A small plane that had taxied to the end of the runway had started its takeoff roll. I watched it accelerate, rotate its nose upward, dip a wing into the cross-wind, and rise into the late-afternoon air. Five hundred feet into the sky, it turned eastward and darted away from the storm. I looked westward. The clouds over the pass seemed to be thinning.

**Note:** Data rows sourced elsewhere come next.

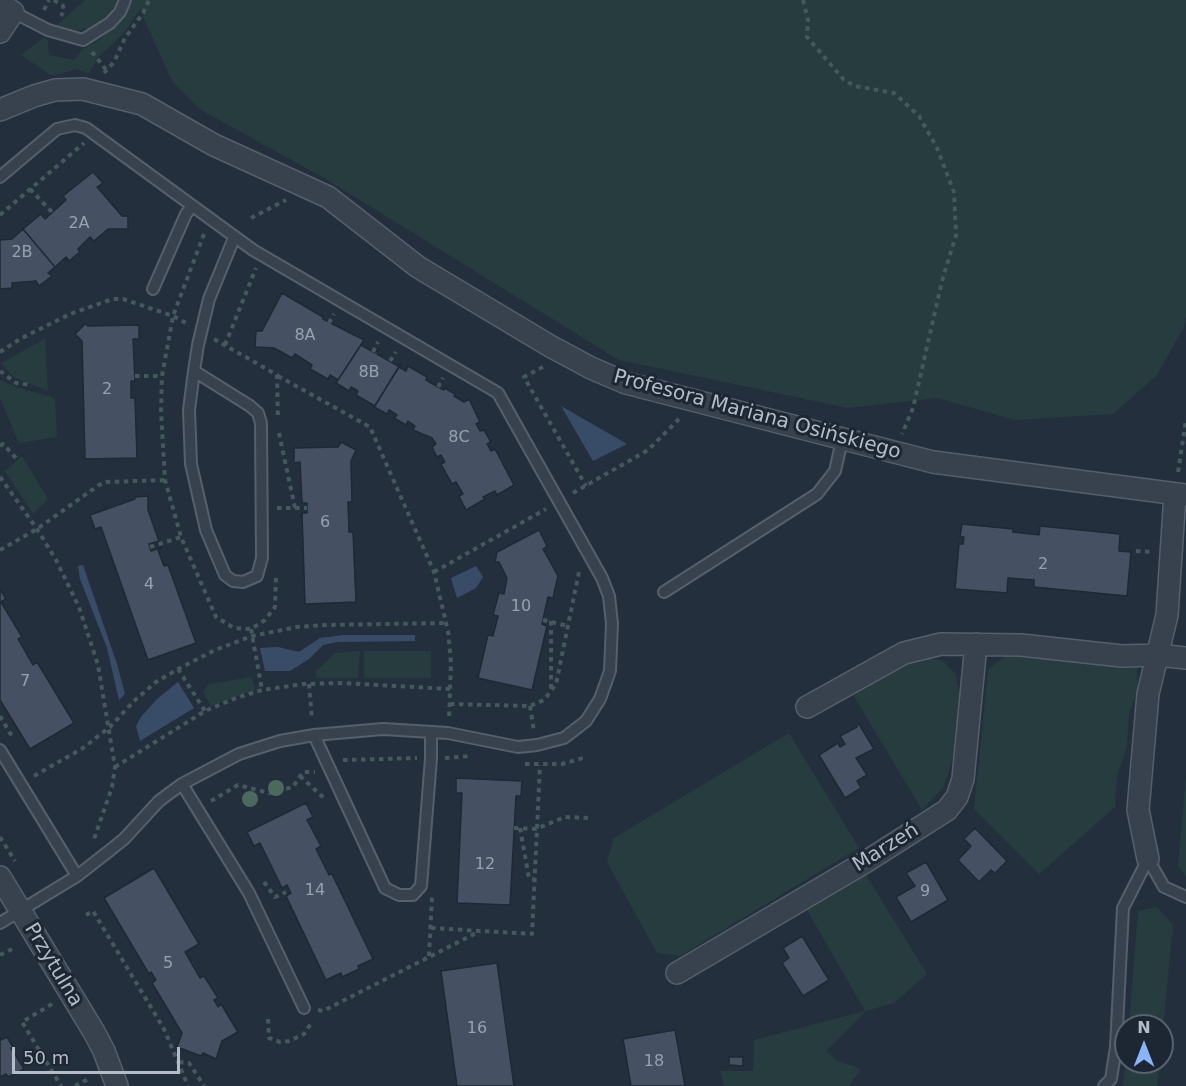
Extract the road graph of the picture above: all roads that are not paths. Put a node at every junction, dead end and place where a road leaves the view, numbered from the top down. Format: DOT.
graph roads {
  1 [pos="125,0"];
  2 [pos="7,8"];
  3 [pos="0,32"];
  4 [pos="0,110"];
  5 [pos="0,177"];
  6 [pos="192,206"];
  7 [pos="234,238"];
  8 [pos="153,289"];
  9 [pos="194,371"];
  10 [pos="842,440"];
  11 [pos="1181,494"];
  12 [pos="664,592"];
  13 [pos="976,644"];
  14 [pos="1158,655"];
  15 [pos="1186,658"];
  16 [pos="807,707"];
  17 [pos="431,732"];
  18 [pos="314,735"];
  19 [pos="0,750"];
  20 [pos="182,784"];
  21 [pos="1148,859"];
  22 [pos="77,876"];
  23 [pos="0,877"];
  24 [pos="1186,897"];
  25 [pos="20,910"];
  26 [pos="0,922"];
  27 [pos="677,973"];
  28 [pos="309,1008"];
  29 [pos="117,1086"];
  30 [pos="1104,1086"];
  1 -- 2 [label="lane"];
  2 -- 3 [label="street"];
  4 -- 10 [label="street, Profesora Mariana Osińskiego"];
  5 -- 6 [label="lane"];
  6 -- 7 [label="lane"];
  6 -- 8 [label="lane"];
  7 -- 9 [label="lane"];
  7 -- 17 [label="lane"];
  9 -- 9 [label="lane"];
  10 -- 11 [label="street, Profesora Mariana Osińskiego"];
  10 -- 12 [label="lane"];
  11 -- 14 [label="street"];
  13 -- 14 [label="street"];
  13 -- 16 [label="street"];
  13 -- 27 [label="street, Marzeń"];
  14 -- 15 [label="street"];
  14 -- 21 [label="street"];
  17 -- 18 [label="lane"];
  17 -- 18 [label="lane"];
  18 -- 20 [label="lane"];
  19 -- 22 [label="lane"];
  20 -- 22 [label="lane"];
  20 -- 28 [label="lane"];
  21 -- 24 [label="lane"];
  21 -- 30 [label="lane"];
  22 -- 25 [label="lane"];
  23 -- 25 [label="street, Przytulna"];
  25 -- 26 [label="lane, Przytulna"];
  25 -- 29 [label="street, Przytulna"];
}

I kept talking to distract myself from the tension that was consuming my bowels. “Okay,” I said, “you’re talking about laughing at yourself, as in the ability to see ironies. But what about lies? You got a place for them in your pantheon?”
“Lies?”
“It seems to me this whole case—for that matter, everything that’s happened to me since I arrived in Utah—has revolved around lies. George Dishey was a gold-plated liar. He lied to get me here. He lied to his colleagues, it seems, pumped out lies and fiction and plain old wild-assed ideas just to keep the joint jumping. He lived a lie with Nina. I’m betting a lie got him killed. But how did he get away with telling lies for as long as he did? His colleagues tried to throw him out long ago, but they couldn’t, could they? No, because he just popped up somewhere else, dishing up his exciting stories to the popular press. They couldn’t blow the whistle then. Why not? Because they didn’t want to look priggish, or, worse yet, they didn’t know for certain which part of George’s palaver was truth and which was fiction. It’s the uncertainty we all deal with in the sciences, and if you don’t stay humble, you wind up just as buffoonishly vain as old Dan Sherbrooke, setting
yourself up for one kind of a fall or another.” Nervousness was making me garrulous again.